The records ->
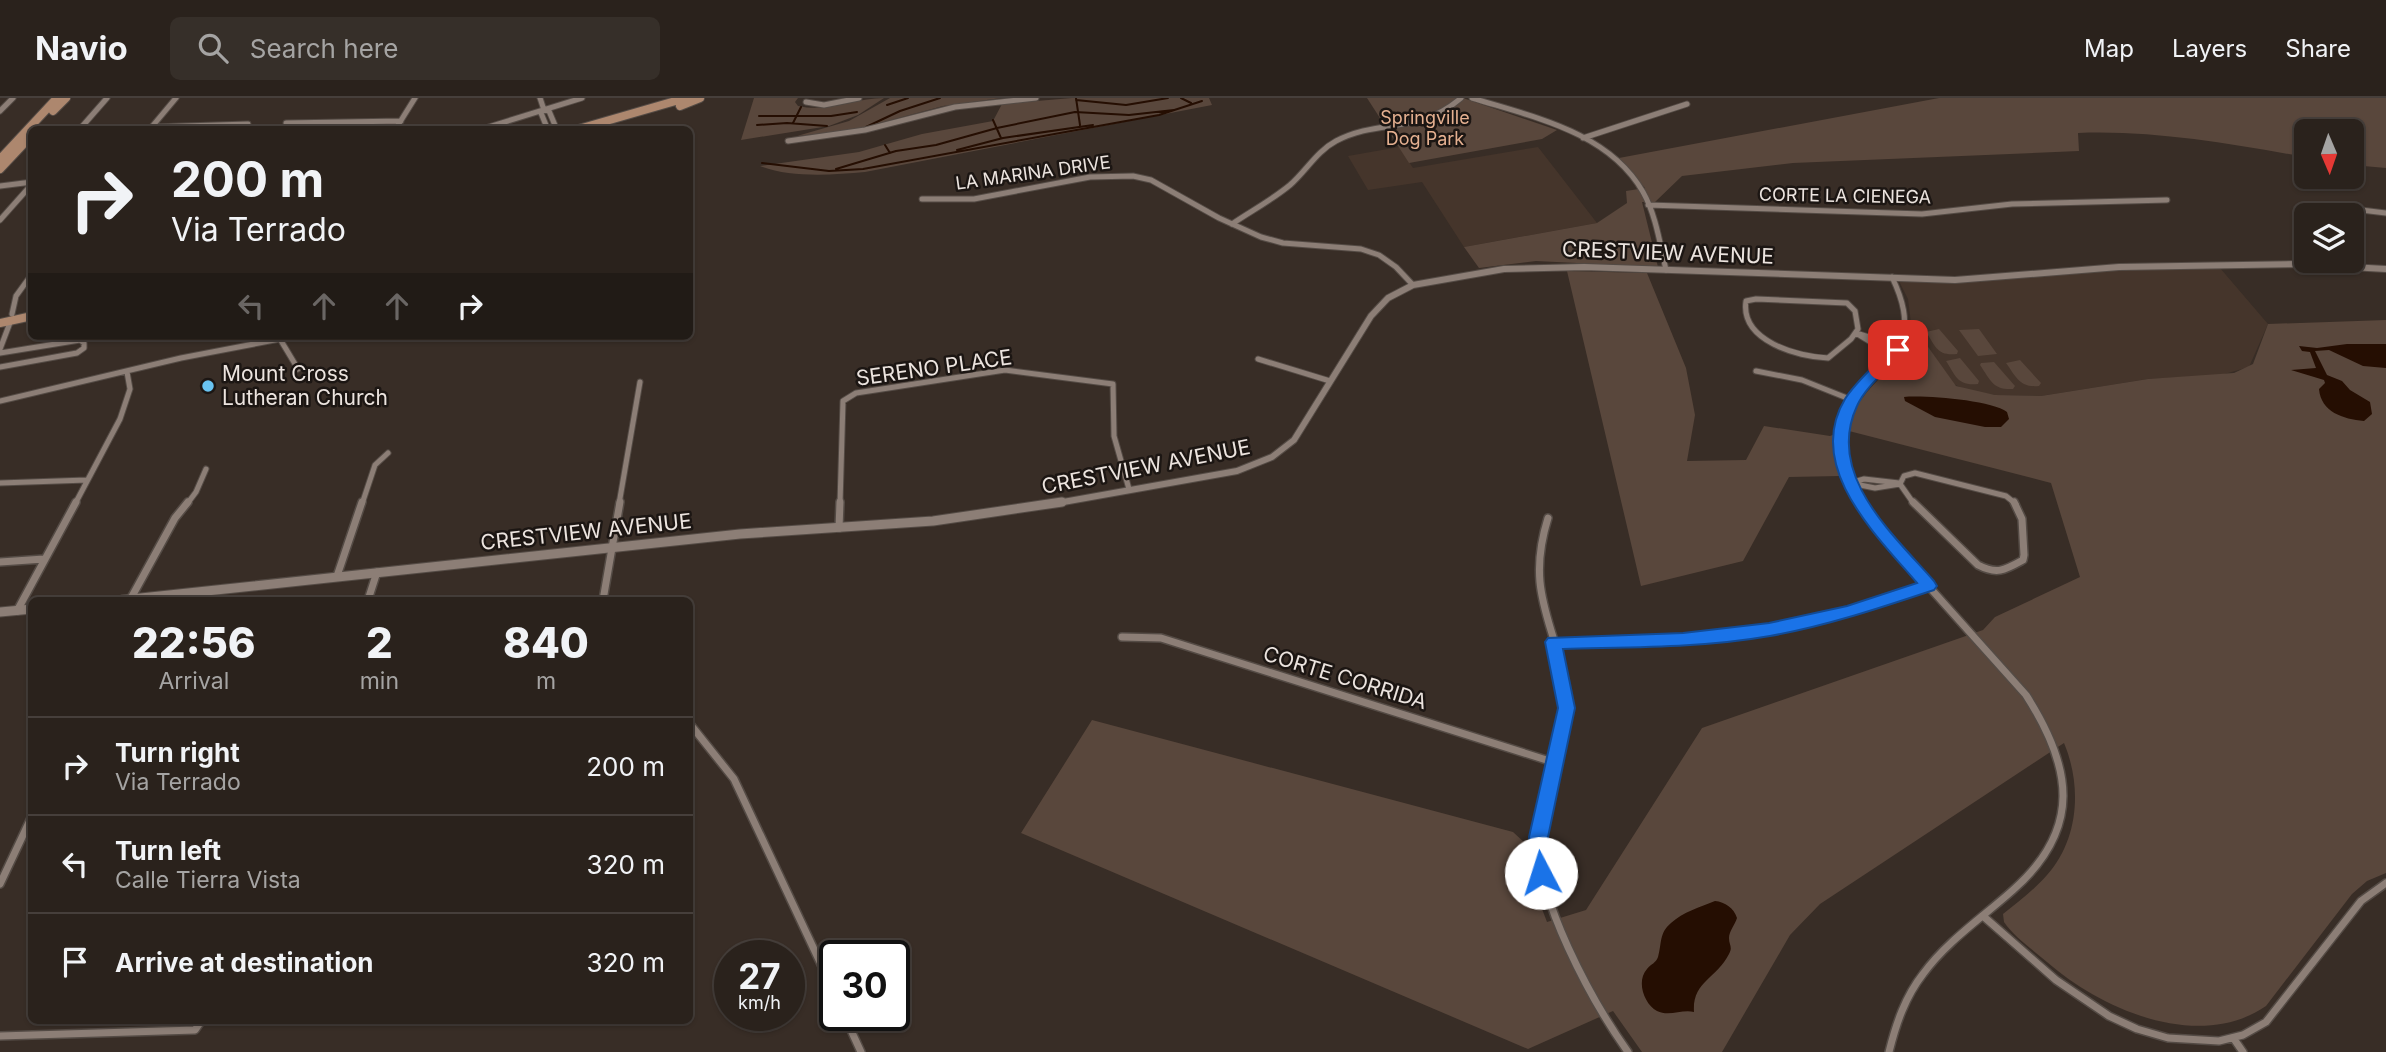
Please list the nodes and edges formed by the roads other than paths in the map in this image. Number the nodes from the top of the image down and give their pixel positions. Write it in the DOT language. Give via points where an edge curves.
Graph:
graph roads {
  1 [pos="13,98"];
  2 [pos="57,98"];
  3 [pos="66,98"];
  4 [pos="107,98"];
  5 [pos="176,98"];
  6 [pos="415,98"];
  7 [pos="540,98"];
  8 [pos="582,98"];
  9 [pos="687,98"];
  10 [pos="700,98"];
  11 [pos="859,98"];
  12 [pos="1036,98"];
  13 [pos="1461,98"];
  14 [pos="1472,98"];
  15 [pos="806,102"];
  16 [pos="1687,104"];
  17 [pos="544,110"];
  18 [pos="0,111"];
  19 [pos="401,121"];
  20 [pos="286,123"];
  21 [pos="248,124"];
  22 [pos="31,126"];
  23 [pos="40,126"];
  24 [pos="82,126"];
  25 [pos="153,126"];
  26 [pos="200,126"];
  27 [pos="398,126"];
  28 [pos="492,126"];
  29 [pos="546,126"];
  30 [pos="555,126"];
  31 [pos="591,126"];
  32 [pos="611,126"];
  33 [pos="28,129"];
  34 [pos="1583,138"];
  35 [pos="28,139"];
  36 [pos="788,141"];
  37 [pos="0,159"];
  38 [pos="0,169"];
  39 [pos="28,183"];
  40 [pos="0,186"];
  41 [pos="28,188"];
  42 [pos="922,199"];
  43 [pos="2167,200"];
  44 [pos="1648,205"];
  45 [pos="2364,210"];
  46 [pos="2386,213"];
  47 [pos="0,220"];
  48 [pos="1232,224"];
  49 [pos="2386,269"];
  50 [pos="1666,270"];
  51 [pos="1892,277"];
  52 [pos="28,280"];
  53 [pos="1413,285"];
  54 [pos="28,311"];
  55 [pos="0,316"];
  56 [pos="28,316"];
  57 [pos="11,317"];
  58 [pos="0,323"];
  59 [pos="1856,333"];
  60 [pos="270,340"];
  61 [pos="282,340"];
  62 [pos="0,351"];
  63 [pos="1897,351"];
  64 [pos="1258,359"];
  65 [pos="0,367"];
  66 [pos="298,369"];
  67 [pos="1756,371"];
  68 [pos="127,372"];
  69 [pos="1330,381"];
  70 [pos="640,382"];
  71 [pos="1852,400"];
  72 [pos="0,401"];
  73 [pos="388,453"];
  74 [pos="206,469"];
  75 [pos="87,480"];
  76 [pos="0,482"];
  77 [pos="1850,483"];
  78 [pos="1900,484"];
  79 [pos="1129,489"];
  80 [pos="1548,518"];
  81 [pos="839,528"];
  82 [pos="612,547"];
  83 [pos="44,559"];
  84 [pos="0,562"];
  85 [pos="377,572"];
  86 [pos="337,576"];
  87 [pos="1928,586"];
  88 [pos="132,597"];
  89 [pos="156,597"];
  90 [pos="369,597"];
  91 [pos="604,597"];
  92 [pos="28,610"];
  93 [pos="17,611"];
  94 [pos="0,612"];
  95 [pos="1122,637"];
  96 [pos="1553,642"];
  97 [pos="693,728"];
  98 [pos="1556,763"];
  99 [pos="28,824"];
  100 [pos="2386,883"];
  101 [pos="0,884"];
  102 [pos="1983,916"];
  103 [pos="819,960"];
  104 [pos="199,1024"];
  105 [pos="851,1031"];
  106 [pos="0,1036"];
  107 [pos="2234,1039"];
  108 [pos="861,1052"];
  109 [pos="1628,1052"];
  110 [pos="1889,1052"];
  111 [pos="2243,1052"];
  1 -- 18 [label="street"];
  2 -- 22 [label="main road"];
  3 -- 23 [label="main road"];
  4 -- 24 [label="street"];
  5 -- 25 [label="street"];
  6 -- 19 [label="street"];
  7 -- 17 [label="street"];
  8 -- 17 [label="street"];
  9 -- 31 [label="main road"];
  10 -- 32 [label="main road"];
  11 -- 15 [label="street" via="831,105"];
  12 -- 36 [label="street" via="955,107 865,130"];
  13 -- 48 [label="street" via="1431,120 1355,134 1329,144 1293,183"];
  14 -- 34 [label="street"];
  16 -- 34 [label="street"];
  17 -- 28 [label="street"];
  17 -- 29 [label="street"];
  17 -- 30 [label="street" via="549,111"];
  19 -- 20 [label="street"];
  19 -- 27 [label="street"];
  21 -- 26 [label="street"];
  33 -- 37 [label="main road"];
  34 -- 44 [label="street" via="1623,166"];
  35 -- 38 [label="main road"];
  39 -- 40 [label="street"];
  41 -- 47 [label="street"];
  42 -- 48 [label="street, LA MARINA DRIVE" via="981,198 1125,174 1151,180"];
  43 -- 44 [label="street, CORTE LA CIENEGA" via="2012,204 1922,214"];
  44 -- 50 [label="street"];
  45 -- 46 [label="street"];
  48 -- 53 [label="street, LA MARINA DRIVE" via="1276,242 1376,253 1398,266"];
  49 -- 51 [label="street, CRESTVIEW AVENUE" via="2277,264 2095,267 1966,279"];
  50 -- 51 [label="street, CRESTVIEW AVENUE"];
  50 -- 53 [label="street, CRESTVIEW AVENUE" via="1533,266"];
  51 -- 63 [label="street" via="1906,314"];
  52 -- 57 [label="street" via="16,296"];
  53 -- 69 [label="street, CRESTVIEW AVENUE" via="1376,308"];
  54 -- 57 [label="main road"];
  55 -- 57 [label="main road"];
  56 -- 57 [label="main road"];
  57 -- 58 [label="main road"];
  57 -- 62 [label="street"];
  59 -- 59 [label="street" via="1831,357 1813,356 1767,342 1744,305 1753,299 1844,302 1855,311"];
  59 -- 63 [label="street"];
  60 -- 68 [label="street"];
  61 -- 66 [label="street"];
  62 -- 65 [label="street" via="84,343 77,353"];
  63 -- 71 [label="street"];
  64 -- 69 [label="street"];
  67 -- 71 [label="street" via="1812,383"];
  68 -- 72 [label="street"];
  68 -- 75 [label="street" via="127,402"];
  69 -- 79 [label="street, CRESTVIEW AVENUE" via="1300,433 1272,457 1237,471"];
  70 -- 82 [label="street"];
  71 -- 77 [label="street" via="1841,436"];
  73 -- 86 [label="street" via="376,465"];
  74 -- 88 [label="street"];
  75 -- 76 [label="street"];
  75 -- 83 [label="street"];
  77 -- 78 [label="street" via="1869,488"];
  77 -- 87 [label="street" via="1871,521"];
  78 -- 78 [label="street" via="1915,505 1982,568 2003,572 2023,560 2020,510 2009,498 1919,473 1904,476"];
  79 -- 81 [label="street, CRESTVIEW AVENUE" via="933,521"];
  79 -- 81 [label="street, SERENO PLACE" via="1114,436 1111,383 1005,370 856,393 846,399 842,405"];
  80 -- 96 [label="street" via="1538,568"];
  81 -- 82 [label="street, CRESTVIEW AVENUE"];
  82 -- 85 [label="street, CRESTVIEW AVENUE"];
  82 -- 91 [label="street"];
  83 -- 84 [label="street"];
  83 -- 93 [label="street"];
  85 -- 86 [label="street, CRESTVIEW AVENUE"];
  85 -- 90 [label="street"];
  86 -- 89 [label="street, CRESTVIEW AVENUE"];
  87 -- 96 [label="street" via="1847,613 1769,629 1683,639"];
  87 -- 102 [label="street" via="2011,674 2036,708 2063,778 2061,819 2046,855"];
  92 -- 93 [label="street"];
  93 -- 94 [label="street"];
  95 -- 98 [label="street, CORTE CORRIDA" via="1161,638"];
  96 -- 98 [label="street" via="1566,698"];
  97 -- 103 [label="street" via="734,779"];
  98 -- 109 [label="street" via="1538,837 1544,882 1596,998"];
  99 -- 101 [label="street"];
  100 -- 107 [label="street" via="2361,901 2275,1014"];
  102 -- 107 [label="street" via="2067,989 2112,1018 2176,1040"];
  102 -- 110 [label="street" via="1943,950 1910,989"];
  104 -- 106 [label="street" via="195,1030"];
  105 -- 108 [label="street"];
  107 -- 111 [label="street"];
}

Task directions ->
Scan the records for lines that hold "CRESTVIEW", and reproduce each one you find.

Expected answer ->
  49 -- 51 [label="street, CRESTVIEW AVENUE" via="2277,264 2095,267 1966,279"];
  50 -- 51 [label="street, CRESTVIEW AVENUE"];
  50 -- 53 [label="street, CRESTVIEW AVENUE" via="1533,266"];
  53 -- 69 [label="street, CRESTVIEW AVENUE" via="1376,308"];
  69 -- 79 [label="street, CRESTVIEW AVENUE" via="1300,433 1272,457 1237,471"];
  79 -- 81 [label="street, CRESTVIEW AVENUE" via="933,521"];
  81 -- 82 [label="street, CRESTVIEW AVENUE"];
  82 -- 85 [label="street, CRESTVIEW AVENUE"];
  85 -- 86 [label="street, CRESTVIEW AVENUE"];
  86 -- 89 [label="street, CRESTVIEW AVENUE"];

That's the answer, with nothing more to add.